# Various field trips all over the world



## Kumalo (Nov 21, 2010)

Hello,

i just updated my homepage with another country.
Comments in my guestbook are appreciated:

http://www.kumalo.de.tl/Introduction-english.htm

regards,
Philipp


----------



## patotxiki (Nov 24, 2010)

Very nice pictures and trips Philipp :clap:


----------



## willychon (Nov 26, 2010)

AWESOME!!!! I hope someday you come to mexico, and go out and take some pictures XD


----------



## Kumalo (Nov 26, 2010)

Mexico will be one of my next destinations. I have a good friend in Mexico city and I promised to visit 
Regards,
Philipp


----------



## MaartenSFS (Nov 27, 2010)

Thank you for sharing, mate! I lived near Vietnam in China and it looked quite similar. That Nephila sp. looks massive. I need to move back ASAP. This place is killing my soul.. =S Of the countries you visited which would you stay to live in, if you could? I recommend that you also visit Yunnan province of China in the future. O, were you driving a motorcycle yourself, to get around? That's my style of travel too. I learn the local language and just take off and explore.


----------



## pato_chacoana (Nov 27, 2010)

You've made some great trips Philipp! Wonderful shots and amazing biodiversity findings. Congrats!

Regards,
Pato


----------



## Royal_T's (Jan 13, 2011)

Great pics.... Thanks for sharing


----------



## Leviticus (Jan 14, 2011)

Wow Philipp you are lucky to have visited so many great places and see so many interesting species in their native habitats. Thanks for sharing your website I thoroughly enjoyed it.


----------



## Ganoderma (Feb 8, 2011)

very cool photos Philipp!  if you ever want to chat about travel and bugs n stuff shoot me an email/pm.  we have only stuck around eastern asia, but quite enjoy getting shots of "bugs".  been to a couple places on your page, but you found far better stuff there lol.  If your ever in Taiwan, drop us a line


----------



## Kumalo (Feb 9, 2011)

Hi,

i am sure on Taiwan or in China there are great spiders to discover 

regards,
Philipp


----------



## NevularScorpion (Feb 9, 2011)

Thats a cool job you have!!  I really want to visit different country and learn their culture while exploring different habitats to look for animals but one of my fears of going there is the language barrier.


----------



## Kumalo (Feb 10, 2011)

Hi,

you would be surprised, most people learn english at school worldwide ;-)

regards,
Philipp


----------



## NevularScorpion (Feb 10, 2011)

Awesome! I always feared the language barrier because some immigrants here don't know how to speak english but since they are in their community they still survive here without learning english. like for example when I go to some asian town near my place. I ask some people for direction and they don't understand me  until I find someone that speaks english can help me lol. I never imagine that people from other country are starting to learn english as their four or third language. 
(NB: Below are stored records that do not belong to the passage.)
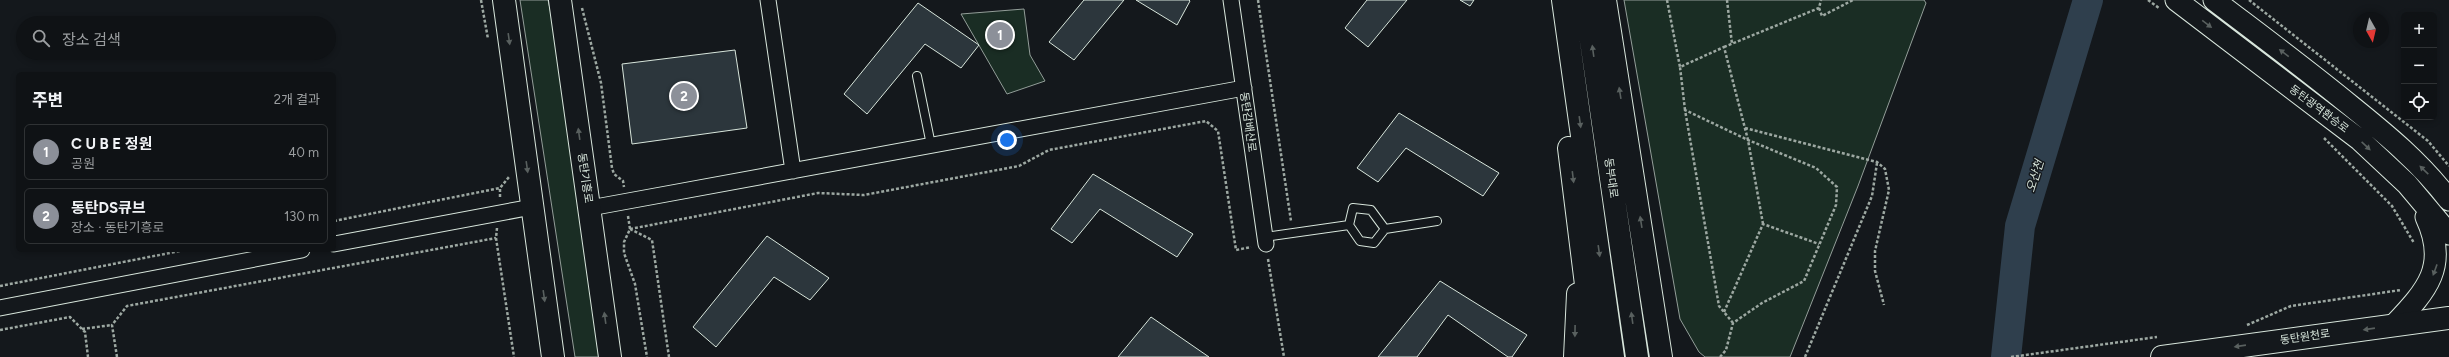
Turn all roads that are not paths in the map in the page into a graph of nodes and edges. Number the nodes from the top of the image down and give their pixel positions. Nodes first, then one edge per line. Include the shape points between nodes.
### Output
1 (504, 0) edge
2 (560, 0) edge
3 (768, 0) edge
4 (1231, 0) edge
5 (1550, 0) edge
6 (1563, 0) edge
7 (1585, 0) edge
8 (1605, 0) edge
9 (2176, 0) edge
10 (2214, 0) edge
11 (917, 76) dead end
12 (1244, 88) junction
13 (931, 146) junction
14 (793, 171) junction
15 (2407, 184) junction
16 (2449, 200) edge
17 (532, 207) junction
18 (590, 208) junction
19 (1437, 221) dead end
20 (1350, 225) junction
21 (1385, 229) junction
22 (2449, 234) edge
23 (1265, 241) joint
24 (336, 244) edge
25 (1645, 246) junction
26 (1582, 251) junction
27 (292, 252) edge
28 (0, 308) edge
29 (2449, 318) edge
30 (2394, 325) junction
31 (2163, 347) edge
32 (553, 357) edge
33 (610, 357) edge
34 (1575, 357) edge
35 (1595, 357) edge
36 (1614, 357) edge
37 (1637, 357) edge
38 (1661, 357) edge
39 (1678, 357) edge

1 -> 17 main road
18 -> 2 main road, 동탄기흥로
3 - 14 street
4 - 12 street, 동탄감배산로
5 -> 26 main road
6 -> 36 main road, 동부대로
37 -> 7 main road, 동부대로
25 -> 8 main road
9 -> 15 street, 동탄광역환승로 via 2360,140
16 -> 10 street, 동탄광역환승로 via 2430,176 2399,145
11 - 13 lane
12 - 13 street
12 - 23 street, 동탄감배산로
13 - 14 street
14 - 18 street
15 - 22 street, 동탄광역환승로
15 -> 30 street via 2432,227 2439,248 2437,267 2426,288
17 - 24 street
17 -> 32 main road
33 -> 18 main road, 동탄기흥로
19 - 21 lane
20 - 21 lane via 1360,242 1374,243
20 - 21 lane via 1354,208 1371,210
20 - 23 lane
25 - 38 main road
25 - 39 main road
26 -> 34 main road
26 - 35 main road
27 - 28 street
29 - 30 main road, 동탄원천로
30 -> 31 main road, 동탄원천로 via 2218,349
Also, have you ever been in a dangerous situation on your trips to other country ? (like being harass by bad people )


----------



## Kumalo (Feb 10, 2011)

NevularScorpion said:


> Also, have you ever been in a dangerous situation on your trips to other country ? (like being harass by bad people )


Annoying situations... yes. Dangerous situations ...never ;-)


----------



## Kumalo (Feb 15, 2012)

Hi,

I added a new country: Argentina 

http://kumalo.de.tl/Argentina-english.htm


The Ecuador section will be updated soon, after my last trip I added lots of pictures to the german version.

regards,
Philipp


----------